__Given data__

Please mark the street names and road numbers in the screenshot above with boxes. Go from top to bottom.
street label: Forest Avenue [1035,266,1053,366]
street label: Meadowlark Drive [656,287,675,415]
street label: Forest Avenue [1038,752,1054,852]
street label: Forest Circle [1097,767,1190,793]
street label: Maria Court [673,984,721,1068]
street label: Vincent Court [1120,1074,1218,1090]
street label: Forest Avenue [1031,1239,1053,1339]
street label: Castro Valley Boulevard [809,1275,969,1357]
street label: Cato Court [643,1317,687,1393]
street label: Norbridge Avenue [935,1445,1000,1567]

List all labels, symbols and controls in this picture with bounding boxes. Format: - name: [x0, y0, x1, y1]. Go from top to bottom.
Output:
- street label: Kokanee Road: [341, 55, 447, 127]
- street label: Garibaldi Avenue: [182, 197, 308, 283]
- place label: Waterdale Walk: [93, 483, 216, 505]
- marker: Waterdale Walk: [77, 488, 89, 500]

__Problem description__
Set down the listing above exactly, line for line.

__Result below__
Please mark the street names and road numbers in the screenshot above with boxes. Go from top to bottom.
street label: Forest Avenue [1035,266,1053,366]
street label: Meadowlark Drive [656,287,675,415]
street label: Forest Avenue [1038,752,1054,852]
street label: Forest Circle [1097,767,1190,793]
street label: Maria Court [673,984,721,1068]
street label: Vincent Court [1120,1074,1218,1090]
street label: Forest Avenue [1031,1239,1053,1339]
street label: Castro Valley Boulevard [809,1275,969,1357]
street label: Cato Court [643,1317,687,1393]
street label: Norbridge Avenue [935,1445,1000,1567]

List all labels, symbols and controls in this picture with bounding boxes. Format: - name: [x0, y0, x1, y1]. Go from top to bottom.
Output:
- street label: Kokanee Road: [341, 55, 447, 127]
- street label: Garibaldi Avenue: [182, 197, 308, 283]
- place label: Waterdale Walk: [93, 483, 216, 505]
- marker: Waterdale Walk: [77, 488, 89, 500]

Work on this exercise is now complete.